YOUR ASSIGNMENT >> Every line below should be copied out exactly.

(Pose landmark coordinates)
==*==
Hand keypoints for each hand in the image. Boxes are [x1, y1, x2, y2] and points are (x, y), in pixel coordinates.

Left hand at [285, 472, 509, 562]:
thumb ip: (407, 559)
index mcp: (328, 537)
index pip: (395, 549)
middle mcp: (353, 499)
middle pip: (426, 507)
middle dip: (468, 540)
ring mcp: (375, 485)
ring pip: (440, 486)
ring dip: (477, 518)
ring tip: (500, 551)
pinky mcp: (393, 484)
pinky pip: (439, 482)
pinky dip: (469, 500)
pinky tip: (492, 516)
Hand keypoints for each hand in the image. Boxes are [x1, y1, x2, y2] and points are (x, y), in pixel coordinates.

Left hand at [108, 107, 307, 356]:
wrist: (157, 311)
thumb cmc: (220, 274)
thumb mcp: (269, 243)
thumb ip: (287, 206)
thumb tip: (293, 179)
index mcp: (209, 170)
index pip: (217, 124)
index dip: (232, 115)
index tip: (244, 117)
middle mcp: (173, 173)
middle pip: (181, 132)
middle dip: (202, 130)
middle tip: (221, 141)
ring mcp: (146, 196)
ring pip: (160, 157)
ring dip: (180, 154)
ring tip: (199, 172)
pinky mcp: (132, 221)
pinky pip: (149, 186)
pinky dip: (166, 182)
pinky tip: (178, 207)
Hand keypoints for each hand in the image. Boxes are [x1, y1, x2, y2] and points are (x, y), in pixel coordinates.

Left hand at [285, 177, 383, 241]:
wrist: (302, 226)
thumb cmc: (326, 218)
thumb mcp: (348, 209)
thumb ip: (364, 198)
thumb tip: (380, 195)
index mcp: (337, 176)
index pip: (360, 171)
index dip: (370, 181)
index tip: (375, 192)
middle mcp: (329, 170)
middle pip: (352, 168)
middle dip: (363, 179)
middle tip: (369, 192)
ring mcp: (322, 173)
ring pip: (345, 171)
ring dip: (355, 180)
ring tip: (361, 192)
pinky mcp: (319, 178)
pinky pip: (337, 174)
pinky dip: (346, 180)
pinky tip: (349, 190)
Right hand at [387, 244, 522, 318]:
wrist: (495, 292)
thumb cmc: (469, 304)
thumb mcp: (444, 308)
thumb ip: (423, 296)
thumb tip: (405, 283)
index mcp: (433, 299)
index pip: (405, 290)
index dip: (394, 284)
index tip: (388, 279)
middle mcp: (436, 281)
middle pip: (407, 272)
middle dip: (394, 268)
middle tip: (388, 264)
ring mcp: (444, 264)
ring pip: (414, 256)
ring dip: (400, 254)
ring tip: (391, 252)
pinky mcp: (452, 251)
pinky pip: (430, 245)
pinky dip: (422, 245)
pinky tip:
==*==
RESPONSE TO THE EXERCISE >>
Hand keypoints for each hand in the image. Boxes are [x1, y1, x2, y2] and points are (x, y), in pixel coordinates.

Left hand at [285, 472, 509, 562]:
thumb ip: (407, 559)
index mcp: (328, 537)
index pip: (395, 549)
middle mcp: (353, 499)
middle pip: (426, 507)
middle dip: (468, 540)
ring mcp: (375, 485)
ring pip: (440, 486)
ring dip: (477, 518)
ring tip: (500, 551)
pinky mcp: (393, 484)
pinky pip: (439, 482)
pinky dip: (469, 500)
pinky tip: (492, 516)
Hand keypoints for each hand in the image. Boxes are [x1, y1, x2, y2] and points are (x, y), in pixel coordinates.

Left hand at [108, 107, 307, 356]:
wrist: (157, 311)
thumb cmc: (220, 274)
thumb mcp: (269, 243)
thumb ip: (287, 206)
thumb tip: (293, 179)
index mcp: (209, 170)
index pip: (217, 124)
index dip: (232, 115)
index tip: (244, 117)
middle mcp: (173, 173)
middle pip: (181, 132)
middle dip: (202, 130)
middle tip: (221, 141)
ring mcp: (146, 196)
ring pip: (160, 157)
ring dip: (180, 154)
ring tip: (199, 172)
pinky mcp: (132, 221)
pinky pip: (149, 186)
pinky dip: (166, 182)
pinky tip: (178, 207)
Hand keypoints for each hand in the image. Boxes are [x1, y1, x2, y2] and points are (x, y), in pixel coordinates.

Left hand at [285, 177, 383, 241]:
wrist: (302, 226)
thumb cmc: (326, 218)
thumb mcp: (348, 209)
thumb ip: (364, 198)
thumb tip: (380, 195)
index mcp: (337, 176)
index pip: (360, 171)
index dip: (370, 181)
index tip: (375, 192)
middle mcp: (329, 170)
middle pip: (352, 168)
middle dip: (363, 179)
middle tip: (369, 192)
ring mcp: (322, 173)
ring pip: (345, 171)
ring dip: (355, 180)
ring tip: (361, 192)
pinky mcp: (319, 178)
pinky pip: (337, 174)
pinky dip: (346, 180)
pinky tip: (349, 190)
Right hand at [387, 244, 522, 318]:
wrist: (495, 292)
thumb cmc: (469, 304)
thumb mcp: (444, 308)
thumb ip: (423, 296)
thumb tip: (405, 283)
index mcp: (433, 299)
index pip: (405, 290)
index dip: (394, 284)
index tip: (388, 279)
middle mcp: (436, 281)
middle pip: (407, 272)
middle dip: (394, 268)
middle tip: (388, 264)
ring mcp: (444, 264)
ring pip: (414, 256)
ring dip: (400, 254)
ring tip: (391, 252)
pinky mcp: (452, 251)
pinky pip: (430, 245)
pinky dip: (422, 245)
pinky tip:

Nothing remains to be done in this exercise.